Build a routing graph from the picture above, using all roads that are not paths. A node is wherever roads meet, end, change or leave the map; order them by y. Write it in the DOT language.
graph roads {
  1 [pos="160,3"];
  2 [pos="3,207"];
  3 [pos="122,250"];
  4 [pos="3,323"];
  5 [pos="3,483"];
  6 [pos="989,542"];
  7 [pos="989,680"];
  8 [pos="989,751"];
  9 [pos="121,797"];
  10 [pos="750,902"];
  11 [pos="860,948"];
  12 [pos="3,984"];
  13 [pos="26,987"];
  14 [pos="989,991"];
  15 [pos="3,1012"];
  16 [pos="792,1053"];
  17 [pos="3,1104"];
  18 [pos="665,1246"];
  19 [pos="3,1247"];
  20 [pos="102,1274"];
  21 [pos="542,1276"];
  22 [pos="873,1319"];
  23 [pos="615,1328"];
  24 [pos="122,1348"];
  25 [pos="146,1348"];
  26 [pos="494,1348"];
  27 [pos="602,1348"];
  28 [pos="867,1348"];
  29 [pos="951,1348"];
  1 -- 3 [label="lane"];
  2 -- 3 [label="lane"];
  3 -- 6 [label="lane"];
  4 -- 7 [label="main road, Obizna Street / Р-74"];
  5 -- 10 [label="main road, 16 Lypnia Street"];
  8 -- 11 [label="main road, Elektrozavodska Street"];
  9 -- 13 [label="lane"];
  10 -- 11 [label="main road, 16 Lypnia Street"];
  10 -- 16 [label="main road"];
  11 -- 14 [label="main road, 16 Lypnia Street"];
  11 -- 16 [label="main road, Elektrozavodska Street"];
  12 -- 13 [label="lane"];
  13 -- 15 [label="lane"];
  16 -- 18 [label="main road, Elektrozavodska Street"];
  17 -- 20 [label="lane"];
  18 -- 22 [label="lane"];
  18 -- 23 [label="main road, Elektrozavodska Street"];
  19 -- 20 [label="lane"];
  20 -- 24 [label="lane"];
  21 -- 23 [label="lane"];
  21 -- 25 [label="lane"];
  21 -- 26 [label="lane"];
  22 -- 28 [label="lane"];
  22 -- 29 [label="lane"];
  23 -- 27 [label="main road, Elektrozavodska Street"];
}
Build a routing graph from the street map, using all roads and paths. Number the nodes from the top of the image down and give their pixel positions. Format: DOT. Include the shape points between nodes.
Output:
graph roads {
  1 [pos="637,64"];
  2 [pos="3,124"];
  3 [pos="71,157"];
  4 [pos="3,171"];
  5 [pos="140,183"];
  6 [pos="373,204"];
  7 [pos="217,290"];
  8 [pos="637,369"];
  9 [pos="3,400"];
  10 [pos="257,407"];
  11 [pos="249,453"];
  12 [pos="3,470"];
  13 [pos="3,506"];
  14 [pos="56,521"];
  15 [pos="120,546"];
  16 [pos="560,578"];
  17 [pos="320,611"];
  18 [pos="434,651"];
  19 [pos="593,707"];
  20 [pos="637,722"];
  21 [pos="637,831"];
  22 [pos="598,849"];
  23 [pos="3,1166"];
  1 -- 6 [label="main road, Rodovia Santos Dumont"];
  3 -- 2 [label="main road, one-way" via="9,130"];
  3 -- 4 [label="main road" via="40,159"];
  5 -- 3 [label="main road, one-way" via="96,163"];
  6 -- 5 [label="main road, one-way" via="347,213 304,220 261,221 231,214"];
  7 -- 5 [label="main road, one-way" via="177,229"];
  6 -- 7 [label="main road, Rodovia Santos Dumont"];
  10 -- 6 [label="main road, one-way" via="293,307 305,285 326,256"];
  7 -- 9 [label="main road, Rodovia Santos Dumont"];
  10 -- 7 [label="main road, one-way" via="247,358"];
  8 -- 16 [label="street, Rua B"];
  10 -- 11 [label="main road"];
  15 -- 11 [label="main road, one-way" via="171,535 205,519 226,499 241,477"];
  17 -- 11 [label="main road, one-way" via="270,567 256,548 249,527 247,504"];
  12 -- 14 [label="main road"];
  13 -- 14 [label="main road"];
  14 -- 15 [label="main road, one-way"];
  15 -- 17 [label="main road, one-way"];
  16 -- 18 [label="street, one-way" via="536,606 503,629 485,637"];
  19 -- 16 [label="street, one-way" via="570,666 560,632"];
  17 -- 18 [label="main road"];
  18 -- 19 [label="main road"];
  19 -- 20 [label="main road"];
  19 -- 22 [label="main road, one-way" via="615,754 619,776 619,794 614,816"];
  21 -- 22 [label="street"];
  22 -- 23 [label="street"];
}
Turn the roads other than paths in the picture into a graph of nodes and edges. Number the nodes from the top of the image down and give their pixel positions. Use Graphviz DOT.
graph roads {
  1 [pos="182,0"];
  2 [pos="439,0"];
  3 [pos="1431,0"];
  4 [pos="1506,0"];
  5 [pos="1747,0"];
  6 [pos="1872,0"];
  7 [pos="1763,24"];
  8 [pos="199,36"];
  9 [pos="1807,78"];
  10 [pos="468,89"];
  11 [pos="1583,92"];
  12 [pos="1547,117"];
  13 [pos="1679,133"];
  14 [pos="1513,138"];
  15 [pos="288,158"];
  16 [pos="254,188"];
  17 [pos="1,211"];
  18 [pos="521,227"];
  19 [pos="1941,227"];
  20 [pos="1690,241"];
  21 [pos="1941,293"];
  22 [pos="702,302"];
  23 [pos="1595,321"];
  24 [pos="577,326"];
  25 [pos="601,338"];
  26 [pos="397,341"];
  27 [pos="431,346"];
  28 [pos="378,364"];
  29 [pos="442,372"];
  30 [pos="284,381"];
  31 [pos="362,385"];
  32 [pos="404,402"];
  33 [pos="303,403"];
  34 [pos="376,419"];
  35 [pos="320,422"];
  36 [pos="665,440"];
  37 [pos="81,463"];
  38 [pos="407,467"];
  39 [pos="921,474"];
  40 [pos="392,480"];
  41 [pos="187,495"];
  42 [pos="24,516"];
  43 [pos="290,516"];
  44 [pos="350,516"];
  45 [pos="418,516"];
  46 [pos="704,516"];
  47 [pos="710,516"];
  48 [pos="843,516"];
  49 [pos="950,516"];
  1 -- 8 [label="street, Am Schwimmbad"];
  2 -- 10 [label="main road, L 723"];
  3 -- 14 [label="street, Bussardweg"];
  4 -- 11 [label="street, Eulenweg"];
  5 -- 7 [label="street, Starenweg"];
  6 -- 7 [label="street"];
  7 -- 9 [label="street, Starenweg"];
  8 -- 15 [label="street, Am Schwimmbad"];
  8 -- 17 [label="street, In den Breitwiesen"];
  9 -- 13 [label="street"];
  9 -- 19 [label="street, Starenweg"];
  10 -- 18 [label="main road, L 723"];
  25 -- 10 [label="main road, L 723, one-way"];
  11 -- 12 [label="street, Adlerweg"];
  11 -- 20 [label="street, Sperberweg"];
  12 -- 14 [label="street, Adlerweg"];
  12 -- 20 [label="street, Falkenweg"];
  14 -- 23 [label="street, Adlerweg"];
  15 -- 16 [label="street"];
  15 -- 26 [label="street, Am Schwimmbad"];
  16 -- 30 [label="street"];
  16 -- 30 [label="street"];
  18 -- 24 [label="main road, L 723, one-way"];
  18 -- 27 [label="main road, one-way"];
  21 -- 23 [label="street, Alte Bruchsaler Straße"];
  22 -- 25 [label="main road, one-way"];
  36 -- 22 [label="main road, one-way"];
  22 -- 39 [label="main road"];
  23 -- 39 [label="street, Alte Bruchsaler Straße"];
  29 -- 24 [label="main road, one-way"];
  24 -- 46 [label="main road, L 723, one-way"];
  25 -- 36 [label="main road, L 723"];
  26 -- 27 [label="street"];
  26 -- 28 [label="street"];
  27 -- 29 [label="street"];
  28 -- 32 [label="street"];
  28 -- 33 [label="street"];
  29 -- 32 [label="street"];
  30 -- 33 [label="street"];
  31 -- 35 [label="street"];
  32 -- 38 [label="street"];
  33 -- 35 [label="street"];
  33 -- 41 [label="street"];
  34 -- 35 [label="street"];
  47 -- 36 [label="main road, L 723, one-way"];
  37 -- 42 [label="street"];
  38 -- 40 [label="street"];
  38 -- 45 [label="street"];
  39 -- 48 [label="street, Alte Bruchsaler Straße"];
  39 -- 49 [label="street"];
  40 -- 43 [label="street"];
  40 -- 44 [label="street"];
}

- DIRECTIONS: Say how many lines in the entries include the word "Schwimmbad", with no text around the number.

- EXPECTED ANSWER: 3